## What is being asked
When a line in the entries below contains the word "canvas", copy that line.

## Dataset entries
^^^^^^^^

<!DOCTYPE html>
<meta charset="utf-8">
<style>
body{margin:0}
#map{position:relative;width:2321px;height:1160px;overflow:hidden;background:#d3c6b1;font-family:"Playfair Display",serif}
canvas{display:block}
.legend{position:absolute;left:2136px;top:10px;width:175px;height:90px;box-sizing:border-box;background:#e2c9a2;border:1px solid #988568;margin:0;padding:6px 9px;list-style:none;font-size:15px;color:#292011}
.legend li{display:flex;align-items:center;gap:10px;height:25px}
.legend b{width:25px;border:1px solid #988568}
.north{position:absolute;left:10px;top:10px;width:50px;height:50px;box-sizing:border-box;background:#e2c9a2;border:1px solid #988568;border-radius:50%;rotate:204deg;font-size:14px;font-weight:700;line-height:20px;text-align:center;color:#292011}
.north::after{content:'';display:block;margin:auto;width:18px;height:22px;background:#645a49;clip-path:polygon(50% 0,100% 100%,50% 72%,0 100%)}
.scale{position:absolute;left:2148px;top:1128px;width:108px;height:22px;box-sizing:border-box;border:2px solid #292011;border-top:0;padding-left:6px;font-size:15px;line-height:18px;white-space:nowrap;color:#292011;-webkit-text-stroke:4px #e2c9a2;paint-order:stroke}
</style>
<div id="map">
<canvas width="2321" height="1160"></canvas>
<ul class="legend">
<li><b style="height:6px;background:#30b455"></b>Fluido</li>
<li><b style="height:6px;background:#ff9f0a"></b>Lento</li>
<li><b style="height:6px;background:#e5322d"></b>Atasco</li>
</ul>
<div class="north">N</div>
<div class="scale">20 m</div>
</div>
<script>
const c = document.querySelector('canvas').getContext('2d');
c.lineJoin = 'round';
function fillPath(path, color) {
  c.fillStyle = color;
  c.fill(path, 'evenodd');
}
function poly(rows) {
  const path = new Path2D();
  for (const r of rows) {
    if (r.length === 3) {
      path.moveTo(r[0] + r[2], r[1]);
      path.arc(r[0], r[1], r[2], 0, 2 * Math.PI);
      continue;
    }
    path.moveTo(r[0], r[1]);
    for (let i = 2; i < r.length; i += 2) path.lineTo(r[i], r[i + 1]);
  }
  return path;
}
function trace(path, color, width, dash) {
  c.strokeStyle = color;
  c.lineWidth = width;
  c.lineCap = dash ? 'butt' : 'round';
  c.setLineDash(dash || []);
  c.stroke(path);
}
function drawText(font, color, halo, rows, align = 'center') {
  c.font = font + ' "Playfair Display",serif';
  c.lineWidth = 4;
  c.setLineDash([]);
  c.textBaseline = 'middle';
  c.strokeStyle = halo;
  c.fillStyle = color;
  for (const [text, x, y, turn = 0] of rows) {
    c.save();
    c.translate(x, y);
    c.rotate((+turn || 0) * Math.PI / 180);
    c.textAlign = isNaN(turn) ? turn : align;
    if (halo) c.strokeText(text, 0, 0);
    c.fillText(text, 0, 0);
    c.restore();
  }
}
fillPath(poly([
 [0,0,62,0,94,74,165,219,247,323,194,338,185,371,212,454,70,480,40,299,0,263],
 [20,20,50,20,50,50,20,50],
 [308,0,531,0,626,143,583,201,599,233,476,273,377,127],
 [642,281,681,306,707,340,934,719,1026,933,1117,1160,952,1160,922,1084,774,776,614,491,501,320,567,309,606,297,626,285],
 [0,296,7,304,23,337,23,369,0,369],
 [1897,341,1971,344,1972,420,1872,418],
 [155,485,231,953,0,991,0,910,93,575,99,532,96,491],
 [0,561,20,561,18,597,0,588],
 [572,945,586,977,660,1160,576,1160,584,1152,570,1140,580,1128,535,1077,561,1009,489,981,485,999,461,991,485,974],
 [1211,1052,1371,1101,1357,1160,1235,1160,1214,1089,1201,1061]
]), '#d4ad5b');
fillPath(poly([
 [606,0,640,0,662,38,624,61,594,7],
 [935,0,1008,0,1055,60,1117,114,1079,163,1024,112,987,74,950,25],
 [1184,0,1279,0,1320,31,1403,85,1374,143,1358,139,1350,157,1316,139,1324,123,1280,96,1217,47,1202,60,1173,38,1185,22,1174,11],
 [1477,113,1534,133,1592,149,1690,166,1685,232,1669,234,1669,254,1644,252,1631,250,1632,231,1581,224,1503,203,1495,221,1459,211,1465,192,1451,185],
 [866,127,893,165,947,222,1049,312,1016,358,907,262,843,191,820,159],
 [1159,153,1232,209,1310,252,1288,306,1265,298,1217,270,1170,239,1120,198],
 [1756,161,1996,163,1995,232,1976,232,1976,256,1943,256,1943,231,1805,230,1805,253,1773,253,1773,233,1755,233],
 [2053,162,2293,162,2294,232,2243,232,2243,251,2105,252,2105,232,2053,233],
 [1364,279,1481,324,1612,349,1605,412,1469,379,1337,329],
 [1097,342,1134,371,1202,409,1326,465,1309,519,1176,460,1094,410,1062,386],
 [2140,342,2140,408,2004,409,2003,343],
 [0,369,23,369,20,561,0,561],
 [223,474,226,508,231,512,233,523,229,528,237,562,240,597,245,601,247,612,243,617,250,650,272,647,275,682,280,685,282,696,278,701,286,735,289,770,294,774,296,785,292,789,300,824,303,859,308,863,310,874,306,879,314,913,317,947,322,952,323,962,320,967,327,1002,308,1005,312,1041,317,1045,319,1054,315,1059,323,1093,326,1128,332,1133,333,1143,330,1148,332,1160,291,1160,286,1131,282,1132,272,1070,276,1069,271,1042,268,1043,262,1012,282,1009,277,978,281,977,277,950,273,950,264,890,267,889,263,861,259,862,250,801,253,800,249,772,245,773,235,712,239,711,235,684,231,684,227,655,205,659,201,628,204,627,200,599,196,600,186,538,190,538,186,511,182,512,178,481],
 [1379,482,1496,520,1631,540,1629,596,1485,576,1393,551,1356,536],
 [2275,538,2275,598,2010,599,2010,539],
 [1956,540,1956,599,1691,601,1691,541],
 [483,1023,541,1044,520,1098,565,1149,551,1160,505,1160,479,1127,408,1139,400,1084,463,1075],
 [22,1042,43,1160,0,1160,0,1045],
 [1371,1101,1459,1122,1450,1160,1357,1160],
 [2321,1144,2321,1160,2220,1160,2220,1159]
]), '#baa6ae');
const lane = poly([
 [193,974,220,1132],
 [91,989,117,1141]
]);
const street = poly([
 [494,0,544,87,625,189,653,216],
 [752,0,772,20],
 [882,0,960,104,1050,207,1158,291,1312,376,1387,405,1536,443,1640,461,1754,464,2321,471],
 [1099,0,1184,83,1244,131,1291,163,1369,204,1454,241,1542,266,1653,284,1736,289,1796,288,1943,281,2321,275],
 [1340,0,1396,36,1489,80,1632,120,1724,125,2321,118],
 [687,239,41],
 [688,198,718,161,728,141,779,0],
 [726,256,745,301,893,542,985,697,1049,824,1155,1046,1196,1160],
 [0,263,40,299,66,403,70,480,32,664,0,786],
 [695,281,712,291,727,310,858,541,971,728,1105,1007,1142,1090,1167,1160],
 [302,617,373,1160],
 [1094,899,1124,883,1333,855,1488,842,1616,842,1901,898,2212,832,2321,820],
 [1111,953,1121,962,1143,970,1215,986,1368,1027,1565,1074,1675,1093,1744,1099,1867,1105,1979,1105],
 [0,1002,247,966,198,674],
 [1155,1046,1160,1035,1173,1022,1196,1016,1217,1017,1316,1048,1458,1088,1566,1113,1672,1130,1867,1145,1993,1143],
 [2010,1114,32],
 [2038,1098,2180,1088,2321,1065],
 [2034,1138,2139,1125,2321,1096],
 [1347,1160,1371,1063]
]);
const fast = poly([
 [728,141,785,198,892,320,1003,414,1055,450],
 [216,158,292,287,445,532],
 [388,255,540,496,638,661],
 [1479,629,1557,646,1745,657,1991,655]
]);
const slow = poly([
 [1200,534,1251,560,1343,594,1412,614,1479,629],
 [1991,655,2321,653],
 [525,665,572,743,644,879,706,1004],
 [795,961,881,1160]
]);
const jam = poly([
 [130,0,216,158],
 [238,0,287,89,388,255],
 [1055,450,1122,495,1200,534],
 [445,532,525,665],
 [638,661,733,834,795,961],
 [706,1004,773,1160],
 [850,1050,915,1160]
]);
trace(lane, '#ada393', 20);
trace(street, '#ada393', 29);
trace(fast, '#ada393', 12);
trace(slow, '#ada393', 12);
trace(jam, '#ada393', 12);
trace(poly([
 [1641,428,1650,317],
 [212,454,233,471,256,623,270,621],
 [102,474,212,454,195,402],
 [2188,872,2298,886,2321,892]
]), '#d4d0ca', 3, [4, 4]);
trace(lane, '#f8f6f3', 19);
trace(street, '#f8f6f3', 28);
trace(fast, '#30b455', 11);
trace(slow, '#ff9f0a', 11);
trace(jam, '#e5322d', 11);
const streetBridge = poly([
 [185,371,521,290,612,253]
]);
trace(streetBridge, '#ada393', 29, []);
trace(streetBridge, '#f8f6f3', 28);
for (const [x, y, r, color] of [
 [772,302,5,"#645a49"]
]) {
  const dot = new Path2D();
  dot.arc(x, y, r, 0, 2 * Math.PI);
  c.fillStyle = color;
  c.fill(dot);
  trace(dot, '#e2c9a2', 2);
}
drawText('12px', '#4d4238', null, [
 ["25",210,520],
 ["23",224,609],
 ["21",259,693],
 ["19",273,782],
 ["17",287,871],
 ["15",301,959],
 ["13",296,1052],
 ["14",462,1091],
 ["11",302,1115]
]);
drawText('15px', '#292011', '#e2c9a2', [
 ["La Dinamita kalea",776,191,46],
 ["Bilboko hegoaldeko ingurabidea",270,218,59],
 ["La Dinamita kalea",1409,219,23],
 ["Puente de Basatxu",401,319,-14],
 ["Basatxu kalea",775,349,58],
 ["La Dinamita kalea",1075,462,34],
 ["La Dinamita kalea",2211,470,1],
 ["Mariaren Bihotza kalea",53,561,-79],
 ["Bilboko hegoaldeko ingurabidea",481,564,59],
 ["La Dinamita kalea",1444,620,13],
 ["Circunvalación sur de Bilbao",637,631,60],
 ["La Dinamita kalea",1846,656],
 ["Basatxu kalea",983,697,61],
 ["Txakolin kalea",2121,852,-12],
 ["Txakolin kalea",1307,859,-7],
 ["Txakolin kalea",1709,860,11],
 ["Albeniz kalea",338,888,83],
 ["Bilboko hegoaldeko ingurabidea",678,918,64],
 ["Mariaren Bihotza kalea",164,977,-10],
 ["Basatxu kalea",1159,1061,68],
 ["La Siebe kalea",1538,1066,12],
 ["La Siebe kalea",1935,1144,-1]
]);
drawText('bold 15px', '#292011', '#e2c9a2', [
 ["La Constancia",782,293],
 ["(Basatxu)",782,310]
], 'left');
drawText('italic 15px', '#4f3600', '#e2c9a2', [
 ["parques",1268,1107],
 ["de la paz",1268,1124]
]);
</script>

^^^^^^^^

## Exercise answer
canvas{display:block}
<canvas width="2321" height="1160"></canvas>
const c = document.querySelector('canvas').getContext('2d');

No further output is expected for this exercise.